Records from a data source
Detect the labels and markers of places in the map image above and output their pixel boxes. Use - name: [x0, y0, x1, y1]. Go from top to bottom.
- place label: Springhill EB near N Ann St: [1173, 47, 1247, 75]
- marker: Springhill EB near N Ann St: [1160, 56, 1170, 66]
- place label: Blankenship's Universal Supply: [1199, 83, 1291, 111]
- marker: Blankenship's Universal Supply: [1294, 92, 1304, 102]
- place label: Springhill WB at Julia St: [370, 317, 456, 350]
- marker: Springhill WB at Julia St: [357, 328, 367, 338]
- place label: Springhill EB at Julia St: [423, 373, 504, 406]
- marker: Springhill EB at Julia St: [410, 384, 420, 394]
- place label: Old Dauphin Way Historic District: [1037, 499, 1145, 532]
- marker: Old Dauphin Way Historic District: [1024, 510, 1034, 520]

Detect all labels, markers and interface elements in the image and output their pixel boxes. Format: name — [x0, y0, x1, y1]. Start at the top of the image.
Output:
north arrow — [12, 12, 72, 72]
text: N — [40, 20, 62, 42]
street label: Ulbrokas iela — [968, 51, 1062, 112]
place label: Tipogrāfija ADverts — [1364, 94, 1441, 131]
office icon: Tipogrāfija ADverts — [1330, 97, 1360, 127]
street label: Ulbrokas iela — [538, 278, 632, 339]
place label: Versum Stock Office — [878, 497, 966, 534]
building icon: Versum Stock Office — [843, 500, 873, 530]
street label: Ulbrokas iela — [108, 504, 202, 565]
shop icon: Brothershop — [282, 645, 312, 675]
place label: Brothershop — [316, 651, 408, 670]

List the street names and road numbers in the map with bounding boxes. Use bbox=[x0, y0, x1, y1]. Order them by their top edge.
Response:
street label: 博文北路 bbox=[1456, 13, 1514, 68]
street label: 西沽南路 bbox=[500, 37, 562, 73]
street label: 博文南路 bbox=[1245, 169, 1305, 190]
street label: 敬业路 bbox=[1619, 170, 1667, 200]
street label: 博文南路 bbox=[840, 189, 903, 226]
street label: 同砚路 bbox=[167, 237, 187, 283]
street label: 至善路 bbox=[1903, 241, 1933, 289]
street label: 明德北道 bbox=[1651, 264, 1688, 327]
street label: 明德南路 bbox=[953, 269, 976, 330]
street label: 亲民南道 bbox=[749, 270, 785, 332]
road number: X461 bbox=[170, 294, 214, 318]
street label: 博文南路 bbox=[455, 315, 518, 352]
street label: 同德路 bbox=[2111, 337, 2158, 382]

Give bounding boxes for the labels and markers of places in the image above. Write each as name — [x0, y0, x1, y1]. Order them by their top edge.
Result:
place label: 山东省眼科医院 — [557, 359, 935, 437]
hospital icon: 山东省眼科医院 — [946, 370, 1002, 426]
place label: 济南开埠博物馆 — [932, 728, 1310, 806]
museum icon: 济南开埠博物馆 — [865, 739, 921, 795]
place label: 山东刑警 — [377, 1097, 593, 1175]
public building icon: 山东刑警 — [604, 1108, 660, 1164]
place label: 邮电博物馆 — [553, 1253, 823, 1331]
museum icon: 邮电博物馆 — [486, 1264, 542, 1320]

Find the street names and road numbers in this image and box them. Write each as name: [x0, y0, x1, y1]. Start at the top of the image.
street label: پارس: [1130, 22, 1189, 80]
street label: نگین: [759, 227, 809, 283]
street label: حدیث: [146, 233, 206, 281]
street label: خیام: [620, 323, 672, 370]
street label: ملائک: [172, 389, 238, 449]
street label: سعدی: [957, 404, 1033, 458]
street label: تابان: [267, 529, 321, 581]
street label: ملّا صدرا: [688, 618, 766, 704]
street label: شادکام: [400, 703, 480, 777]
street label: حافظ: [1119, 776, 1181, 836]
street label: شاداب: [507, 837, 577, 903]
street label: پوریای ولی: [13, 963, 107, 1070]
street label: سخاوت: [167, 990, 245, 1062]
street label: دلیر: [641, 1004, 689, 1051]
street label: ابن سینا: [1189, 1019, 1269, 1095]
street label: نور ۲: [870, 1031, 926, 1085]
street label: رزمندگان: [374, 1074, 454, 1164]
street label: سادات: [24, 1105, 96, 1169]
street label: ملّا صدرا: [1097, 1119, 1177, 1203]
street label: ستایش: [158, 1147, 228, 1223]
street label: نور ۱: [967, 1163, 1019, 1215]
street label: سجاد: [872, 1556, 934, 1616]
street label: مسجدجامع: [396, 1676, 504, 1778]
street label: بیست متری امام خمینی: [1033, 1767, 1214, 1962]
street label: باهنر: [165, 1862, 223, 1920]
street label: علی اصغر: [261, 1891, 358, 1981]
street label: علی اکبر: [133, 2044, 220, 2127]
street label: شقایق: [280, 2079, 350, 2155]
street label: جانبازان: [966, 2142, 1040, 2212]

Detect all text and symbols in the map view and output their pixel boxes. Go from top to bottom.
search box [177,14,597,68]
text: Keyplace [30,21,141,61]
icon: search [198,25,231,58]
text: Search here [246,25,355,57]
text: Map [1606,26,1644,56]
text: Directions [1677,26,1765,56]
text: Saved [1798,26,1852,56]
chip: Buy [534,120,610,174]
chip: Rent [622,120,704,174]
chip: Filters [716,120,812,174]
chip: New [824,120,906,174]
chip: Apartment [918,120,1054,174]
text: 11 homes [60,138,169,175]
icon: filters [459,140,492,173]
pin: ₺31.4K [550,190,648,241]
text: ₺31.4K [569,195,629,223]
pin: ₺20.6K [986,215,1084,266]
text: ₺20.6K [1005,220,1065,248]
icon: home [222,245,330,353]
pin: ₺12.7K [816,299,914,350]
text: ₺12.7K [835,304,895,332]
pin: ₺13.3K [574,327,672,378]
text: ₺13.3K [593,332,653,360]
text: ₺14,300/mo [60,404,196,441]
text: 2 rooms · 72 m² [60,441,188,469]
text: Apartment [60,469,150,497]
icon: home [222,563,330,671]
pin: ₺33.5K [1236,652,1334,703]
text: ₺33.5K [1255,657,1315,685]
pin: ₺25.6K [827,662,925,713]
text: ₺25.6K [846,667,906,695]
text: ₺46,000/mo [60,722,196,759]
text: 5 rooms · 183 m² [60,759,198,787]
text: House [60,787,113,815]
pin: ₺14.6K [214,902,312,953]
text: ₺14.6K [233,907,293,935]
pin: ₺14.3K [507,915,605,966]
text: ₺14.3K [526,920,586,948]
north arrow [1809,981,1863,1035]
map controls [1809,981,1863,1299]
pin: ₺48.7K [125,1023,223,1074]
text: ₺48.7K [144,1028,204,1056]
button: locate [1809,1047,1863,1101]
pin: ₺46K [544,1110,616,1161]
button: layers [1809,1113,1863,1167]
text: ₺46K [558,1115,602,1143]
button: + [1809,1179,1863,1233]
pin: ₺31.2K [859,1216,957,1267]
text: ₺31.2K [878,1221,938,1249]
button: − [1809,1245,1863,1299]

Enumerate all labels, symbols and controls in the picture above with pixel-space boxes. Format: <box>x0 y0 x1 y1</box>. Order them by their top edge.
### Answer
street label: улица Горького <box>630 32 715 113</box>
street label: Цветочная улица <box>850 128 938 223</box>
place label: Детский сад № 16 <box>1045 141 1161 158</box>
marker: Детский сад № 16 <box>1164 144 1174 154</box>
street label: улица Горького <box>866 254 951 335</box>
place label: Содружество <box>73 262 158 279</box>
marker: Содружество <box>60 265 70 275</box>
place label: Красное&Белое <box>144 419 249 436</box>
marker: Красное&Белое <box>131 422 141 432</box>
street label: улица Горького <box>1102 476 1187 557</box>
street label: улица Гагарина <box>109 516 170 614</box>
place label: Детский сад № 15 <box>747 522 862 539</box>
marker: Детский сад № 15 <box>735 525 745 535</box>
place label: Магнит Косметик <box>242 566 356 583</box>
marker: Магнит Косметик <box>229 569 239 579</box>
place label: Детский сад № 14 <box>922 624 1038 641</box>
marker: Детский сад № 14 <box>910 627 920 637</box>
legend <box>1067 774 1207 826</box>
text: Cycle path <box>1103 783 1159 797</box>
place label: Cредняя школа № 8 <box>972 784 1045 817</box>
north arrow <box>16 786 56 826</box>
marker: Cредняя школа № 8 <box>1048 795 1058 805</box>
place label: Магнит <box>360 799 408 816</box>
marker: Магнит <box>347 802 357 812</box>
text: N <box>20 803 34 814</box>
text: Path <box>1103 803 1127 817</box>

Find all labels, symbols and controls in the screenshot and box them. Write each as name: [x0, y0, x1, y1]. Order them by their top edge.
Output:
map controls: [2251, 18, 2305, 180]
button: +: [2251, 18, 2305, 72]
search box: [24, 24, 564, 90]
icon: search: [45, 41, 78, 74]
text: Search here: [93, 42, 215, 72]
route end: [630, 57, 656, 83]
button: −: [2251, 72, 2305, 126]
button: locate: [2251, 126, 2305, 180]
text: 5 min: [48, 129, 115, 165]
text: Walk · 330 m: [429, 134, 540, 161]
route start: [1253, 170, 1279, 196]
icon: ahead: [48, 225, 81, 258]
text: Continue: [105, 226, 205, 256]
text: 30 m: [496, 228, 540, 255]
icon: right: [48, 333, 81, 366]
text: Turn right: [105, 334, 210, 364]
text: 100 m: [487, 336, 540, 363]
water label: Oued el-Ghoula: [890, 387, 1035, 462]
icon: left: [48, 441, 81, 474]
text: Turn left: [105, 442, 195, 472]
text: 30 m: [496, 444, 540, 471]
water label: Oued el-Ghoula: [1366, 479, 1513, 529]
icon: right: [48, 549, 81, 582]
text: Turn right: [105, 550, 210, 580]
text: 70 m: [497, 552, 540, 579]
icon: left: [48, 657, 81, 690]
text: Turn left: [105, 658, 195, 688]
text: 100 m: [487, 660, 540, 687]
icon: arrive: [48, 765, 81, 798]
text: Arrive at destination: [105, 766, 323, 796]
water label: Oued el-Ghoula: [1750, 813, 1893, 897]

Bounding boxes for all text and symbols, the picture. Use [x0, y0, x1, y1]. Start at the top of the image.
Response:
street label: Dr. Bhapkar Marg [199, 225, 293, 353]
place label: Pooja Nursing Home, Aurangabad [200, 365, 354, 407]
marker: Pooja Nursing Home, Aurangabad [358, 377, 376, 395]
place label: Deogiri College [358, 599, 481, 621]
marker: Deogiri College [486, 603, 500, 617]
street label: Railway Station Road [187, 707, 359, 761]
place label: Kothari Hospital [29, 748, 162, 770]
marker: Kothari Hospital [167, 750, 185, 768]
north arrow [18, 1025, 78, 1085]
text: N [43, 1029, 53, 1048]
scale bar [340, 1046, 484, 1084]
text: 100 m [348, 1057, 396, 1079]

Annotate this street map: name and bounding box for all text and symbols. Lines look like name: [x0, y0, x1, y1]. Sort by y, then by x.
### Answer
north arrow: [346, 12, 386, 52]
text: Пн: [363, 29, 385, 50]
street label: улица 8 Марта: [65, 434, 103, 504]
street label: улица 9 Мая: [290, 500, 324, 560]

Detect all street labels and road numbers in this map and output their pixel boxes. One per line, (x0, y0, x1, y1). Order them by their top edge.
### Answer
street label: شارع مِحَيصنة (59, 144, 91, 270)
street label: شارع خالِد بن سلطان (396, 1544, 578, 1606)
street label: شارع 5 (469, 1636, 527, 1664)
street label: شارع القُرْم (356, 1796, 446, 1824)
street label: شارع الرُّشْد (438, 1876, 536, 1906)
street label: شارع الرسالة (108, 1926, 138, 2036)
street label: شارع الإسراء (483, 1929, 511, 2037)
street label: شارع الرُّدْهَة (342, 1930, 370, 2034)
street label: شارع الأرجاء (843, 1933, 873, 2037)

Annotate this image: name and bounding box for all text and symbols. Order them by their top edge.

* [Required work] Search the data for the string "Format" and copy each line where it appears.

* [Exercise result]
Detect all labels, markers and interface elements in the image and output their pixel boxes. Format: name — [x0, y0, x1, y1]. Start at the top of the image.
Enumerate all labels, symbols and controls in the picture above with pixel-space boxes. Format: <box>x0 y0 x1 y1</box>. Order them by their top edge.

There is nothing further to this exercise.